The explosion led police to intercept two other letter bombs, one of which had been sent to a law firm that had represented Amsel in another dispute between the couple.
Amsel testified he was the victim of a setup — that his ex-wife and others were working to frame him.
He was convicted based on DNA evidence, handwriting analysis of the letters and other items. Provincial court Judge Tracey Lord said Amsel acted in a callous and vengeful way, refused to accept responsibility for his actions, and had conspiracy theories that led him to seek revenge on those he thought had wronged him.
Last month, Lord sentenced Amsel to life with no chance of parole for 10 years for the letter bombs, with an additional 12-year term for the earlier attempt on his ex-wife.

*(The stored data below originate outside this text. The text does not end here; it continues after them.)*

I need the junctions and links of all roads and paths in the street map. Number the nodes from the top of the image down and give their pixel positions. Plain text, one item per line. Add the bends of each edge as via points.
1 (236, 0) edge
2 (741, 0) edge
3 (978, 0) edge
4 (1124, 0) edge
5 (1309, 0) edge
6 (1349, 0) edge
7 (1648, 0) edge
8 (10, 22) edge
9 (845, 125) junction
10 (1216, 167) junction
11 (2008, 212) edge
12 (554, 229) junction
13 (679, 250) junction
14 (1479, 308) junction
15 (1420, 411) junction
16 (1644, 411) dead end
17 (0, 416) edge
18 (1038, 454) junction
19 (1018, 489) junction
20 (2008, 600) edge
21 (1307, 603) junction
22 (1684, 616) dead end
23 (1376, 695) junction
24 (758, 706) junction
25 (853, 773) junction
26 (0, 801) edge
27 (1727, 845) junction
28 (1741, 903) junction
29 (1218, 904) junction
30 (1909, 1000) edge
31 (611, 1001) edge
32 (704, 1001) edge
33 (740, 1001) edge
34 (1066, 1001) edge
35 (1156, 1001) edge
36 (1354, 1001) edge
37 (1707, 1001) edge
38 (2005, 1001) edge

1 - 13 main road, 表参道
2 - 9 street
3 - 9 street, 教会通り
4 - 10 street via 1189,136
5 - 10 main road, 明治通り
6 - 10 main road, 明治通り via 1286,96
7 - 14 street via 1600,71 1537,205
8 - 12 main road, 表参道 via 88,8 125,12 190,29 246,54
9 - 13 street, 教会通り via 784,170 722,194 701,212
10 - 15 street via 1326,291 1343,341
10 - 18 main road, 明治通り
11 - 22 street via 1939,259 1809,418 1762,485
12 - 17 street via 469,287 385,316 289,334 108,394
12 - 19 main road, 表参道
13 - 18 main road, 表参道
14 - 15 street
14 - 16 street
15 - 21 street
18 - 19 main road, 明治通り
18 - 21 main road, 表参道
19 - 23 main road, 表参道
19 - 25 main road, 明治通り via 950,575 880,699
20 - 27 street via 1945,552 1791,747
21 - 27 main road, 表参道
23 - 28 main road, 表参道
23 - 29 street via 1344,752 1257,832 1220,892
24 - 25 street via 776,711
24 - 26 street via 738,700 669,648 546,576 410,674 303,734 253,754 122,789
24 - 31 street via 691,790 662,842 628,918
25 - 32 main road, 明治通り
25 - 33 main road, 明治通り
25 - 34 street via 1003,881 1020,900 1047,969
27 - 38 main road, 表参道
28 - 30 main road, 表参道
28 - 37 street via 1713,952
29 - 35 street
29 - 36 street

Amsel’s notice of appeal again points to the DNA evidence.
“The learned trial judge committed overriding palpable error in her findings of fact pertaining to continuity and integrity of the exhibits determined to have the accused’s DNA on them,” the document states.
Amsel’s appeal notice also says Lord erred in her analysis of the handwriting evidence, her analysis of the credibility of Amsel’s ex-wife and other matters.
Amsel also says he is having trouble coming up with money for an appeal, and does not trust legal aid.
“I am not confident and comfortable with the idea of dealing with legal aid and the Manitoba defense lawyer (sic) again,” he wrote.
Steve Lambert, The Canadian Press
Note to readers: This is a corrected story. A previous version said Amsel testified he was set up by his wife.